Chris Rudolf Huiswoud was born in Paramaribo, Suriname, and immigrated to the United States with his family. Known as "Dutch" Huiswoud, he is credited with being the first official African-American basketball referee. Prior to his career as a referee, he served as the captain of the Amasons soccer team, jockeyed for several years, including a season spent at Havre de Gras and played basketball for St. Christopher and the Incorporator basketball teams of Harlem, New York, where he resided. Huiswoud's brother was the communist activist Otto Huiswoud, who headed of the International Trade Union Committee of Negro Workers in Hamburg, Germany.

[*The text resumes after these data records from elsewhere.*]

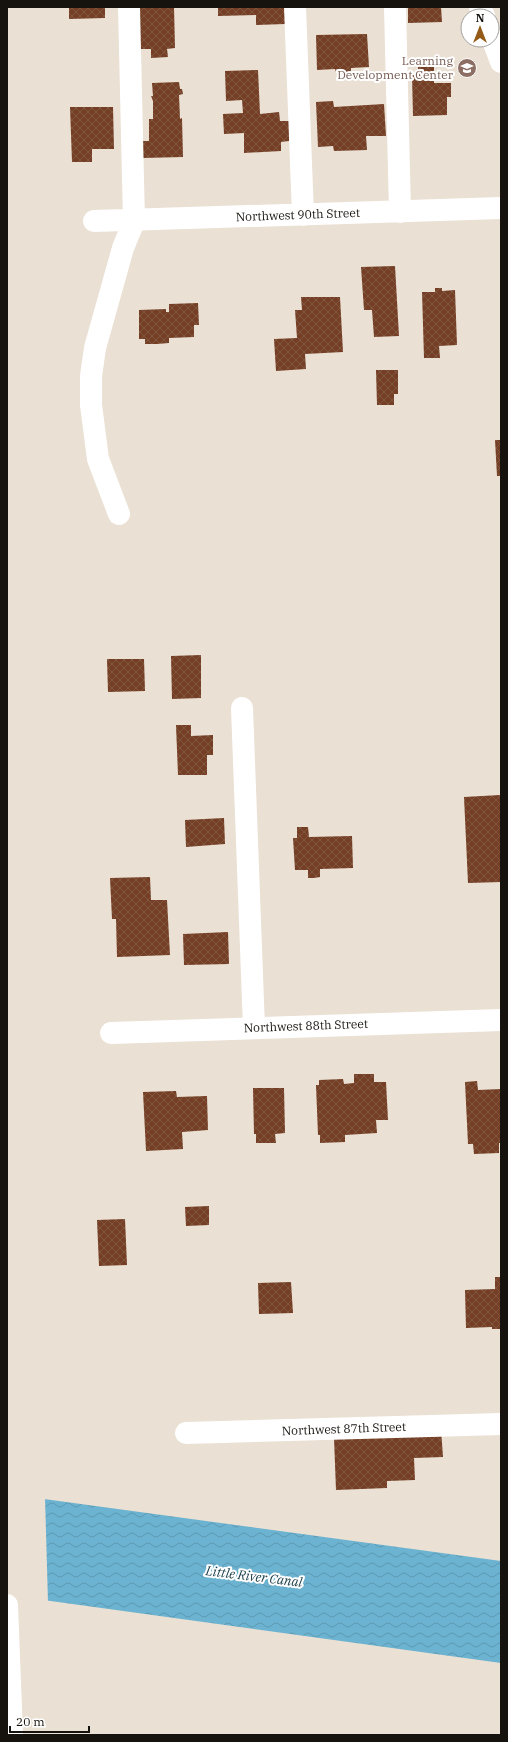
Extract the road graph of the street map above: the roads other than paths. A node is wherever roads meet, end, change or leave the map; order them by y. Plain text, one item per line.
1 (129, 7) edge
2 (295, 7) edge
3 (395, 7) edge
4 (496, 48) edge
5 (501, 62) edge
6 (501, 208) edge
7 (400, 212) junction
8 (303, 215) junction
9 (94, 221) dead end
10 (134, 221) junction
11 (119, 514) dead end
12 (242, 708) dead end
13 (501, 1020) edge
14 (254, 1028) junction
15 (111, 1033) dead end
16 (501, 1424) edge
17 (186, 1433) dead end
18 (7, 1606) edge
19 (12, 1735) edge

1 - 10 main road
2 - 8 main road
3 - 7 main road
4 - 5 main road
6 - 7 main road, Northwest 90th Street
7 - 8 main road, Northwest 90th Street
8 - 10 main road, Northwest 90th Street
9 - 10 main road, Northwest 90th Street
10 - 11 main road
12 - 14 main road
13 - 14 main road, Northwest 88th Street
14 - 15 main road, Northwest 88th Street
16 - 17 main road, Northwest 87th Street
18 - 19 main road

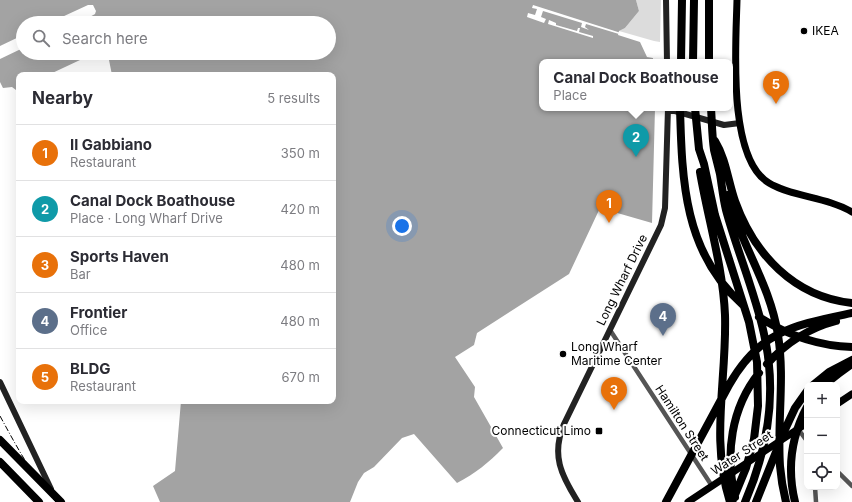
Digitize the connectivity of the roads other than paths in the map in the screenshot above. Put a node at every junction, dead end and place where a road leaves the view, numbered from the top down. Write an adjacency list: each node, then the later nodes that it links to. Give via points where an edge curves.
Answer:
1 (666, 0): 6 (main road)
2 (682, 0): 7 (highway)
3 (694, 0): 8 (highway)
4 (709, 0): 9 (highway)
5 (737, 0): 15 (main road, via 736,68)
6 (667, 59)
7 (681, 59)
8 (693, 59)
9 (709, 59)
10 (668, 111): 23 (main road, Long Wharf Drive, via 664,215 658,233)
11 (672, 111): 15 (main road, via 724,125)
12 (680, 111): 24 (highway, via 682,168 688,210 696,238 714,271 736,298 768,323 802,338 839,346)
13 (695, 111): 16 (highway)
14 (711, 111): 17 (highway)
15 (740, 123): 19 (main road, via 751,163 768,182 839,205)
16 (699, 147): 49 (highway, via 699,166 722,285 725,317 719,428 724,482); 49 (highway, via 715,214 749,322 757,362 758,406 755,432 741,481)
17 (718, 150): 18 (highway); 20 (highway, via 740,215 768,258 790,279 809,291 832,300)
18 (720, 174): 51 (highway, via 722,196 760,318 769,361 770,391 766,434 760,462); 53 (highway, via 734,216 767,290 775,319 780,344 780,460)
19 (852, 212)
20 (852, 303)
21 (852, 313): 47 (highway, via 796,326 774,336 753,353 736,374)
22 (852, 318): 50 (highway, via 825,325 794,340 751,384 732,433 730,461)
23 (610, 330): 40 (street, Hamilton Street); 46 (main road, Long Wharf Drive, via 559,438 558,452 562,474)
24 (852, 346)
25 (852, 360): 28 (highway)
26 (852, 365): 29 (highway)
27 (0, 382): 44 (main road)
28 (817, 382)
29 (828, 382)
30 (852, 394): 32 (main road)
31 (804, 395): 52 (highway, via 791,414)
32 (840, 402)
33 (804, 413): 54 (highway, via 795,435 790,463)
34 (804, 425): 35 (main road, Water Street)
35 (798, 429): 36 (street); 40 (main road, Water Street)
36 (804, 436)
37 (0, 440): 45 (highway)
38 (0, 462): 43 (highway)
39 (840, 474): 41 (street)
40 (712, 486): 48 (main road, Water Street)
41 (852, 486)
42 (815, 490): 55 (street)
43 (39, 502)
44 (56, 502)
45 (61, 502)
46 (578, 502)
47 (666, 502)
48 (688, 502)
49 (731, 502)
50 (737, 502)
51 (744, 502)
52 (756, 502)
53 (786, 502)
54 (795, 502)
55 (816, 502)

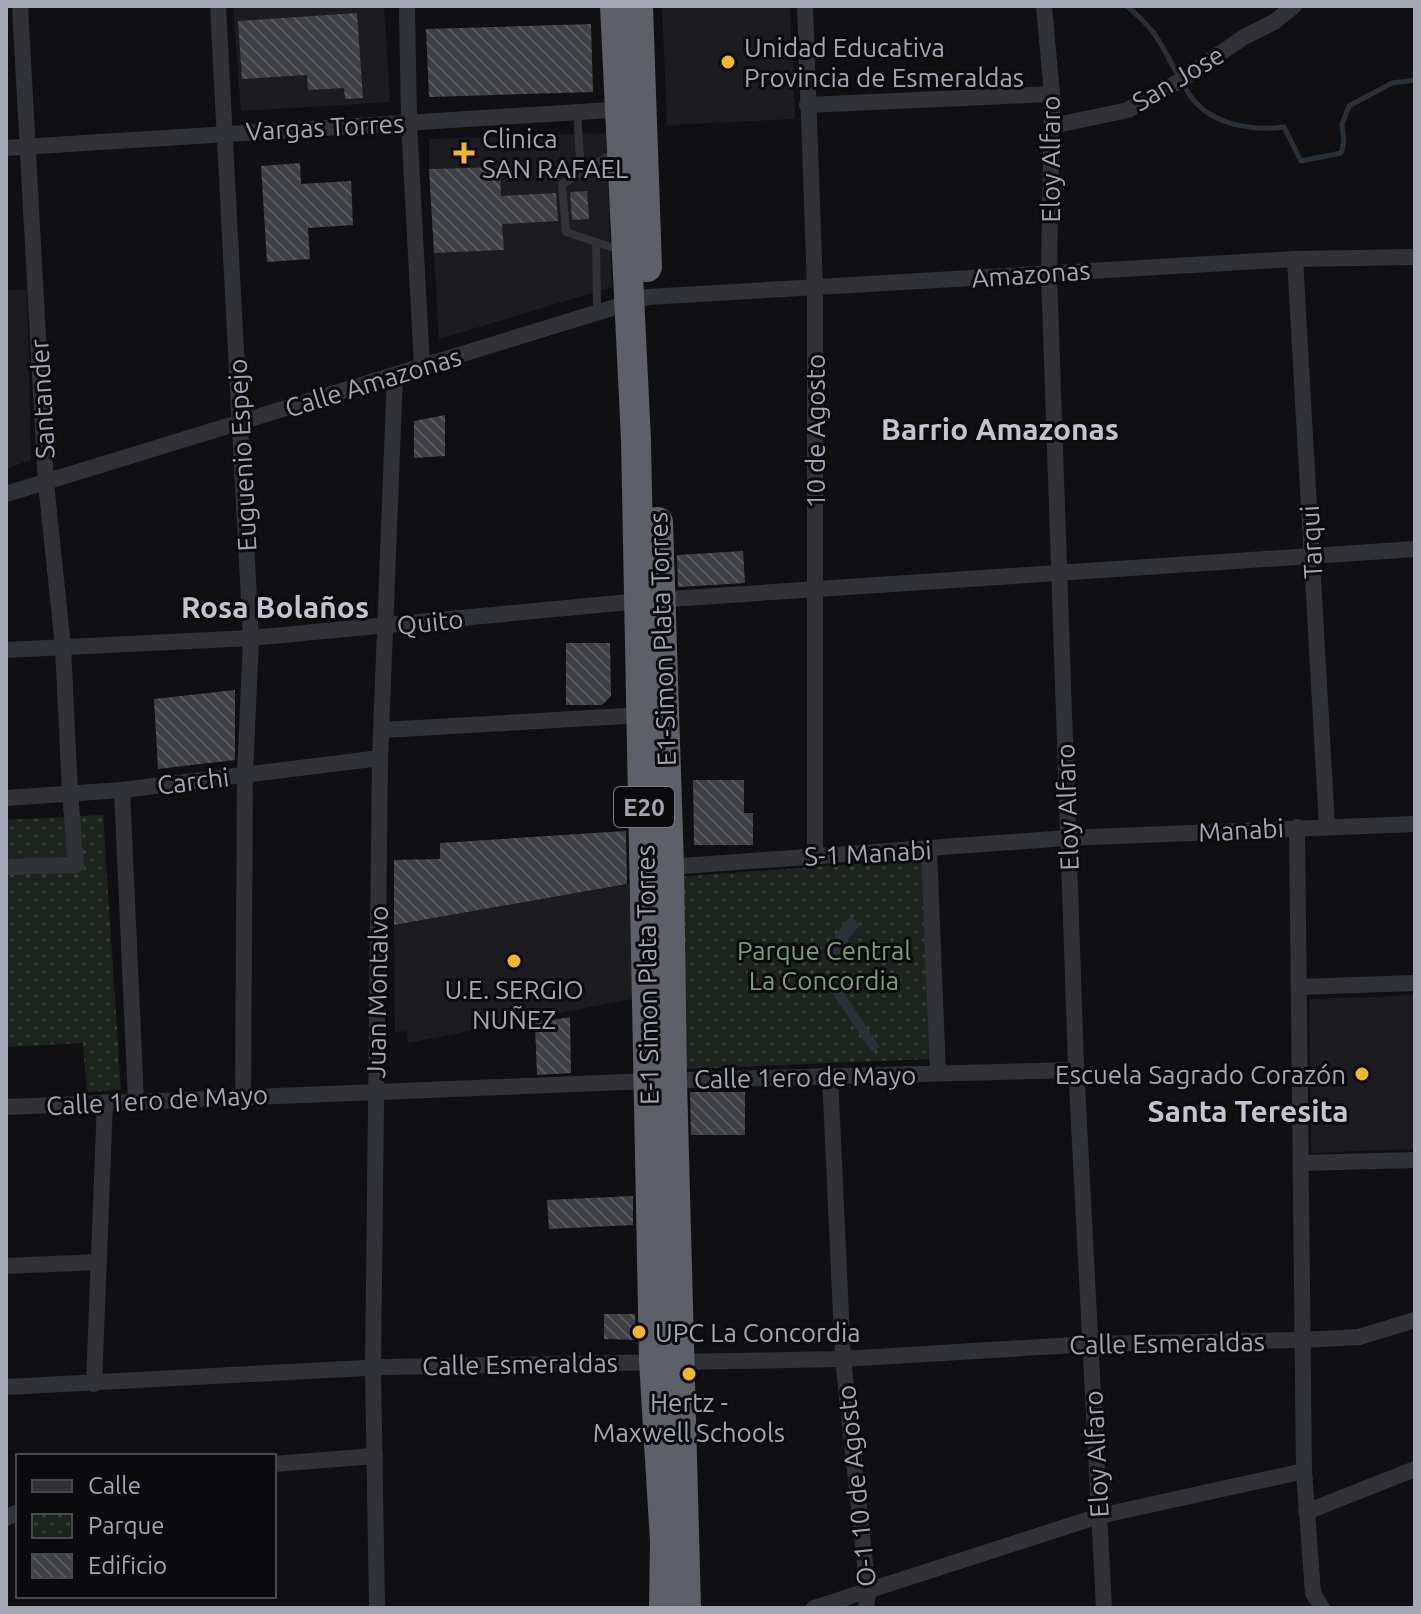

Huiswoud began his referee career in 1917. In 1922 he was appointed a referee by the Intercollegiate League (which represented various institutions such as Yale, Columbia and Brown Universities) and was later sanctioned by the Amateur Athletic Union of the United States. James Murray (well known and respected referee of the era) referred to him as an up and coming "first flight referee." Huiswoud refereed the 1925 basketball game between the original New York Celtics, a white champion basketball team, and the Renaissance Five, an African-American champion basketball team, at which the Celtics were defeated 37-30. In addition to his referee career, he managed the New York Blue Belts (an African-American female champion basketball team) and wrote a sports column (possibly for the Amsterdam News).
From the guide to the Chris Huiswoud scrapbook, 1922-1940, (The New York Public Library. Schomburg Center for Research in Black Culture, Manuscripts, Archives and Rare Books Division.)